One of the great tasks of this life—your magnum opus—is to transform these life-threatening symbols into sources of healing, creativity and life-renewal. This is the heart of your spiritual work.

So, what makes this transformation possible?

Awareness is the transforming agent.

Through the radiant, generative power of awareness itself—fear is transformed into love; confusion into clarity; contraction into creativity.

Awareness does all the heavy lifting. You don’t do the transforming.

You – in your current configuration of consciousness—can’t.

So, what can you do? You can:

Recognize the possibility of transformation.

You’ve done this. You’ve discovered teachings, here and elsewhere. You’ve recognized that what the teachings say is possible—peace, wisdom, awakening—is true.

You’ve recognized, in the teachings, the echo of your own deepest wisdom pointing the way and calling you home. That’s why you’ve found nourishment, solace and strength in the teachings. This is essential but it’s not enough. There’s step to take beyond recognizing.

What’s that step?

Turn toward the places where the fear, doubt, and confusion reside.

Yes—turn toward the life-threatening symbols. Turn towards the places within your psyche that are tangled and terrified.

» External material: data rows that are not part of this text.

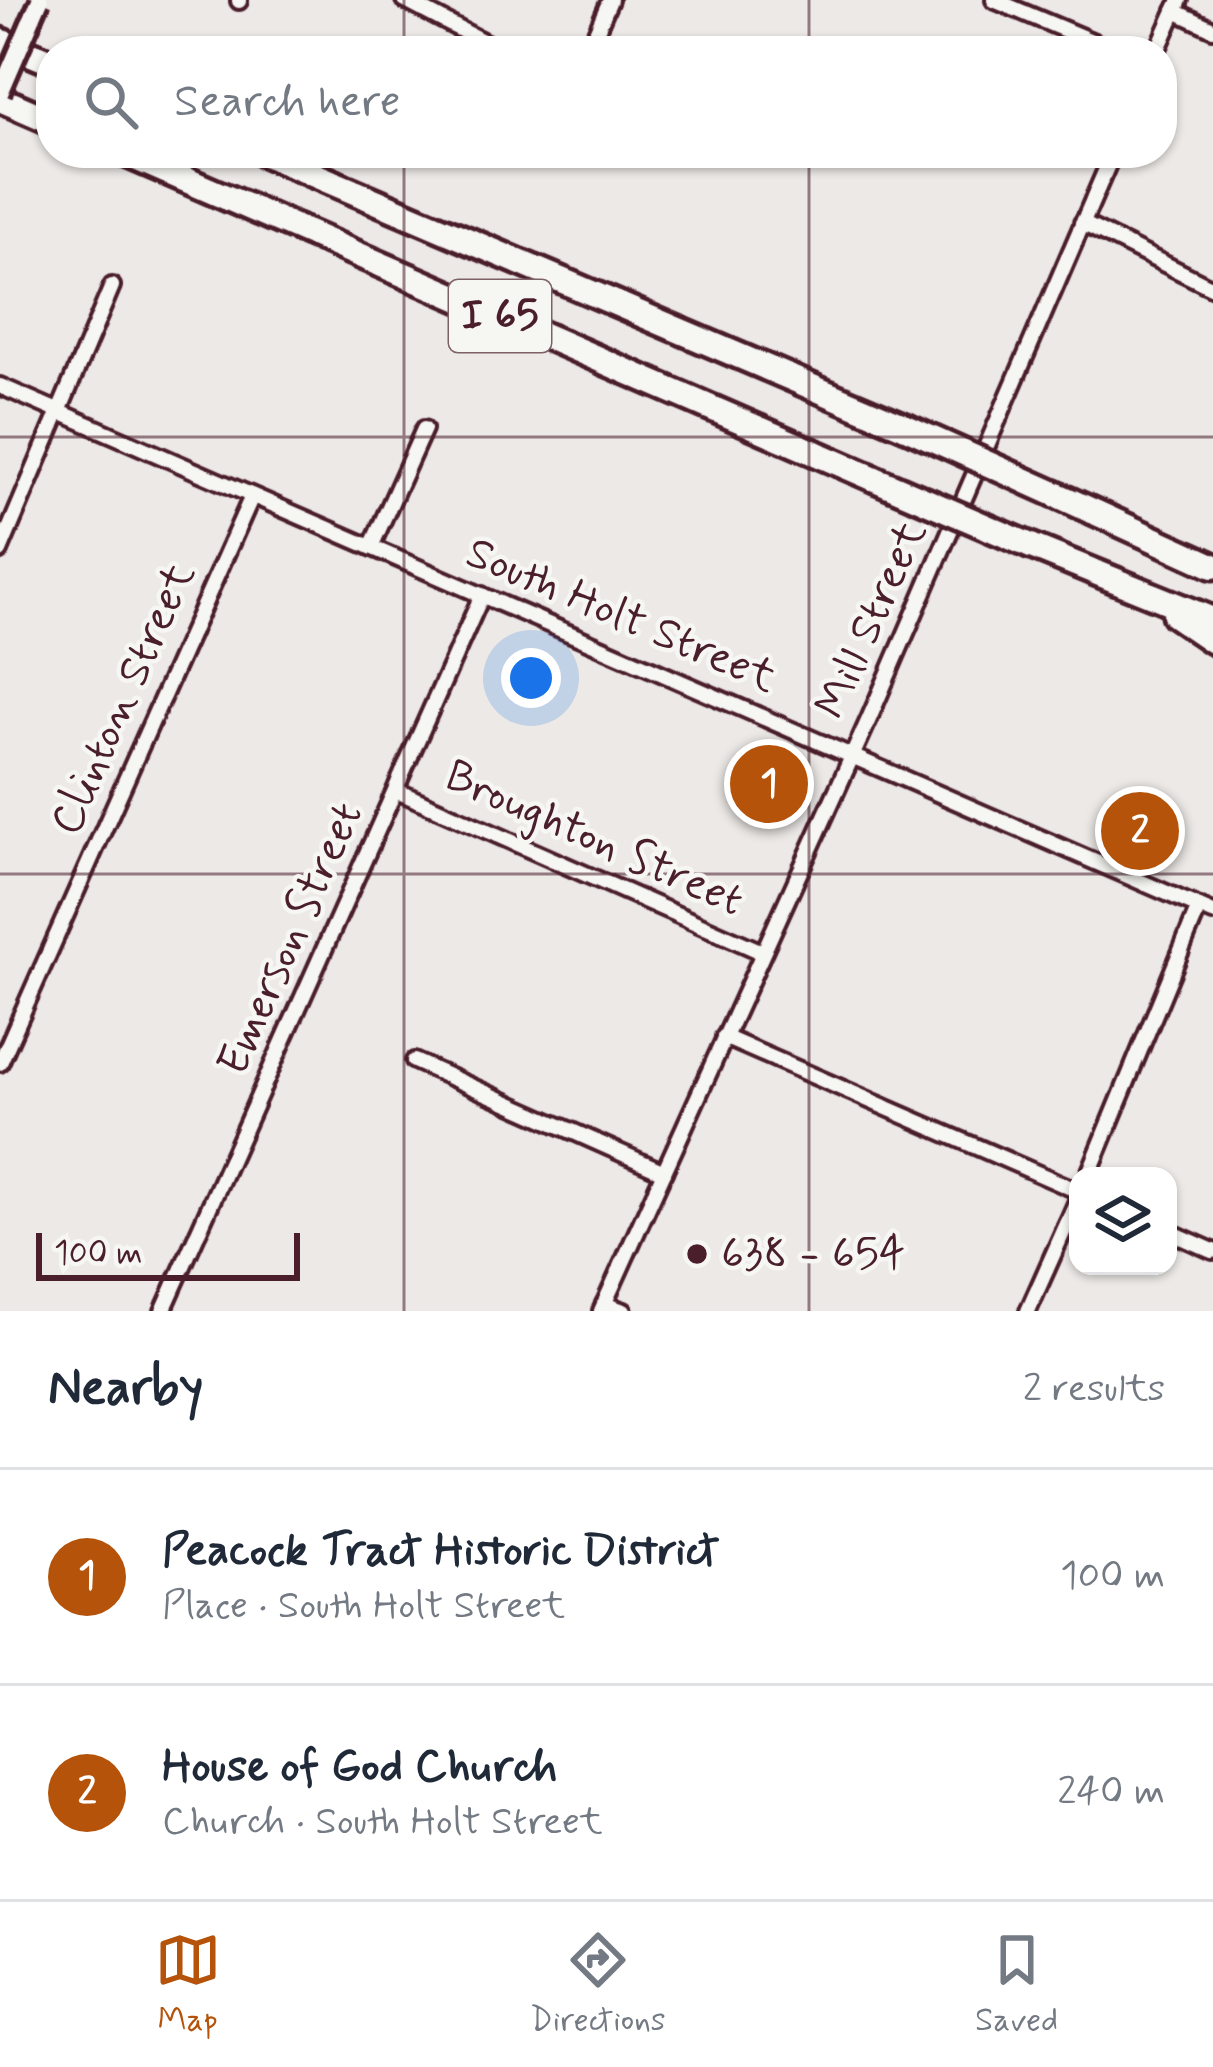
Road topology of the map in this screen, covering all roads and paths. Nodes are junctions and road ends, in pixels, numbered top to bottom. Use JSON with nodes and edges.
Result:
{"nodes":[{"id":1,"x":40,"y":0,"type":"edge"},
{"id":2,"x":404,"y":0,"type":"edge"},
{"id":3,"x":610,"y":0,"type":"edge"},
{"id":4,"x":994,"y":0,"type":"edge"},
{"id":5,"x":1177,"y":5,"type":"edge"},
{"id":6,"x":1213,"y":29,"type":"edge"},
{"id":7,"x":472,"y":36,"type":"edge"},
{"id":8,"x":594,"y":36,"type":"edge"},
{"id":9,"x":1079,"y":36,"type":"edge"},
{"id":10,"x":1163,"y":36,"type":"edge"},
{"id":11,"x":0,"y":40,"type":"edge"},
{"id":12,"x":36,"y":56,"type":"edge"},
{"id":13,"x":0,"y":96,"type":"edge"},
{"id":14,"x":36,"y":114,"type":"edge"},
{"id":15,"x":159,"y":168,"type":"edge"},
{"id":16,"x":298,"y":168,"type":"edge"},
{"id":17,"x":1106,"y":168,"type":"edge"},
{"id":18,"x":1082,"y":223,"type":"junction"},
{"id":19,"x":112,"y":286,"type":"dead end"},
{"id":20,"x":1213,"y":288,"type":"edge"},
{"id":21,"x":0,"y":386,"type":"edge"},
{"id":22,"x":58,"y":411,"type":"junction"},
{"id":23,"x":424,"y":429,"type":"dead end"},
{"id":24,"x":252,"y":496,"type":"junction"},
{"id":25,"x":1143,"y":534,"type":"junction"},
{"id":26,"x":370,"y":547,"type":"junction"},
{"id":27,"x":0,"y":551,"type":"edge"},
{"id":28,"x":1213,"y":553,"type":"edge"},
{"id":29,"x":1213,"y":566,"type":"edge"},
{"id":30,"x":1133,"y":586,"type":"junction"},
{"id":31,"x":482,"y":596,"type":"junction"},
{"id":32,"x":1213,"y":620,"type":"edge"},
{"id":33,"x":1213,"y":641,"type":"edge"},
{"id":34,"x":852,"y":754,"type":"junction"},
{"id":35,"x":397,"y":791,"type":"junction"},
{"id":36,"x":1206,"y":910,"type":"edge"},
{"id":37,"x":762,"y":952,"type":"junction"},
{"id":38,"x":724,"y":1037,"type":"junction"},
{"id":39,"x":414,"y":1060,"type":"dead end"},
{"id":40,"x":0,"y":1063,"type":"edge"},
{"id":41,"x":1092,"y":1167,"type":"edge"},
{"id":42,"x":664,"y":1172,"type":"junction"},
{"id":43,"x":1069,"y":1191,"type":"edge"},
{"id":44,"x":1069,"y":1216,"type":"edge"},
{"id":45,"x":1177,"y":1235,"type":"edge"},
{"id":46,"x":1213,"y":1250,"type":"edge"},
{"id":47,"x":603,"y":1307,"type":"edge"},
{"id":48,"x":164,"y":1311,"type":"edge"},
{"id":49,"x":624,"y":1311,"type":"edge"},
{"id":50,"x":1028,"y":1311,"type":"edge"}],
"edges":[{"from":1,"to":13,"type":"street","bridge":true},
{"from":2,"to":7,"type":"street"},
{"from":3,"to":8,"type":"street"},
{"from":4,"to":9,"type":"street"},
{"from":5,"to":6,"type":"street"},
{"from":5,"to":10,"type":"street"},
{"from":11,"to":12,"type":"highway"},
{"from":13,"to":14,"type":"highway"},
{"from":15,"to":30,"type":"highway","number":"I 65","bridge":true},
{"from":16,"to":25,"type":"highway","number":"I 65","bridge":true},
{"from":17,"to":18,"type":"street","name":"Mill Street"},
{"from":18,"to":20,"type":"street"},
{"from":18,"to":34,"type":"street","name":"Mill Street"},
{"from":19,"to":22,"type":"street"},
{"from":21,"to":22,"type":"street","name":"South Holt Street"},
{"from":22,"to":24,"type":"street","name":"South Holt Street"},
{"from":22,"to":27,"type":"street"},
{"from":23,"to":26,"type":"street"},
{"from":24,"to":26,"type":"street","name":"South Holt Street"},
{"from":24,"to":40,"type":"street","name":"Clinton Street"},
{"from":25,"to":28,"type":"highway"},
{"from":25,"to":29,"type":"highway","number":"I 65"},
{"from":26,"to":31,"type":"street","name":"South Holt Street"},
{"from":30,"to":32,"type":"highway","number":"I 65"},
{"from":30,"to":33,"type":"highway"},
{"from":31,"to":34,"type":"street","name":"South Holt Street"},
{"from":31,"to":35,"type":"street","name":"Emerson Street"},
{"from":34,"to":36,"type":"street","name":"South Holt Street"},
{"from":34,"to":37,"type":"street","name":"Mill Street"},
{"from":35,"to":37,"type":"street","name":"Broughton Street"},
{"from":35,"to":48,"type":"street","name":"Emerson Street"},
{"from":36,"to":41,"type":"street"},
{"from":37,"to":38,"type":"street","name":"Mill Street"},
{"from":38,"to":42,"type":"street","name":"Mill Street"},
{"from":38,"to":43,"type":"street"},
{"from":39,"to":42,"type":"street"},
{"from":42,"to":47,"type":"street","name":"Mill Street"},
{"from":44,"to":50,"type":"street"},
{"from":45,"to":46,"type":"street"},
{"from":47,"to":49,"type":"street"}]}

Turn toward those places within your body that contract and clutch.

Turn toward these places with gentleness and fierceness.

Gentleness and fierceness act as channels that allow the radiant, generative power of awareness itself to infuse the fear-symbols, the somatic wounds, the psychic knots, and patterns of emotional reactivity.

Turn toward—it’s easy to say but not so easy to do.

Our conditioning, our memories, our self-protective mechanisms don’t automatically embrace this turning toward process. We need help to turn towards those most vulnerable places within our psyche and our life.

We’re like baby Aaron at the water’s edge. There’s no way we’re gonna turn towards that!!

We need help. What kind of help?

We need help that is both gentle and fierce.

That’s what Devi provided for Aaron. She was gentle—not pushing. She was fierce—not backing away.

She stayed in the sweet spot, opening a channel for awareness itself to do the work.

She supported his soul’s desire for wholeness.

She served his magnum opus—to transform symbols of death into sources of life.

We need Devis in our life.

We need people who will keep us in the sweet spot: to gently and fiercely support our deepest desire. To keep us in the sweet spot so that awareness can perform it’s radiant, generative, transformative work. These people are all around you.
Teachers—formal and informal—abound.

They may not look like what you expect. In fact, they rarely will.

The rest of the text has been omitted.